Heavy fighting in Bukavu
Heavy fighting broke out early on Wednesday as Congolese troops and fighters loyal to a renegade commander battled for control of the centre of the troubled Congolese city of Bukavu, residents said.
The crack of assault rifles and explosion of mortar shells began at 5.30am (3.30am GMT) after soldiers loyal to Brigadier General Mbuza Mabe, the Congolese army commander in South Kivu province began fighting troops loyal a former rebel commander who had sneaked into the town, residents said.
However, Brigadier General Laurent Nkunda, the commander of renegade troops who marched on Bukavu’s airport on Monday, denied reports that his fighters were involved in the latest clashes that began hours after Mabe agreed to observe a shaky ceasefire late on Tuesday.
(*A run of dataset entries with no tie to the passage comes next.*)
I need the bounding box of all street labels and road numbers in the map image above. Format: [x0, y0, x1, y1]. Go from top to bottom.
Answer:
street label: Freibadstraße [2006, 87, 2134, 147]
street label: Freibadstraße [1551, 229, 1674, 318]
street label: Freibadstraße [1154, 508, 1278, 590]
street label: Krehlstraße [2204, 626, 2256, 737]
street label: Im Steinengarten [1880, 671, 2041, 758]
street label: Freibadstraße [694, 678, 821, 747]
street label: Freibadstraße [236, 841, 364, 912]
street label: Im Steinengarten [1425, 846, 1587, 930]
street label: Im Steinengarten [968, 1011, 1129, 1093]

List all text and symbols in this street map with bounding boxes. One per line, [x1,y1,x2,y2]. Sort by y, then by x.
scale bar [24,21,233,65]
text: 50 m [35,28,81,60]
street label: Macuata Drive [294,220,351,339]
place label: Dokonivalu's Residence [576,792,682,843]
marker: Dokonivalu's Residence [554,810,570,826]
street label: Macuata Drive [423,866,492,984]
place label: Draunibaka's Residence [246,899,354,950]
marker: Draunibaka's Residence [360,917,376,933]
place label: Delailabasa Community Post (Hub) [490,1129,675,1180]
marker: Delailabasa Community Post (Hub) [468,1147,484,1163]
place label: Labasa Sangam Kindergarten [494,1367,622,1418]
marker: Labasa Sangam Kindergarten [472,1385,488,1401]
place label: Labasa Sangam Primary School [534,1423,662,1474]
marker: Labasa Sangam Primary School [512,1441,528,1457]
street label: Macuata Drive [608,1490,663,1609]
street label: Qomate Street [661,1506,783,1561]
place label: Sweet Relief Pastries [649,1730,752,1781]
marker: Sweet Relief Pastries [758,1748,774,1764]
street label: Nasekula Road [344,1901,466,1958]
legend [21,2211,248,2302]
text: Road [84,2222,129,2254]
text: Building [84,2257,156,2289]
United Nations peacekeepers were blocking the advance into Bukavu of the bulk of troops loyal to Nkunda, UN spokesperson Sebastien Lapierre said.
A UN helicopter gunship began patrolling the skies of Bukavu after troops under the command of another renegade commander opened fire inside the city, Lapierre said.
Congolese troops battled at the center of Bukavu, capital South Kivu, as soldiers who deserted Mabe and elements of fighters loyal to Nkunda fought for control of the city, Jean-Baptiste Baderwa said by telephone from Bukavu.
The sound of gunfire and explosion of ordinances carried over the river separating Bukavu from this Rwandan border town.
Nkunda declared on Tuesday that he would end the conflict once the government set up security arrangements in the Democratic Republic of Congo’s troubled South Kivu province to prevent the persecution of the minority Tutsi community.
Mabe sent troops to attack Nkunda’s positions on Tuesday, but the offensive was beaten back and Congolese President Joseph Kabila later ordered his commander to accept the ceasefire.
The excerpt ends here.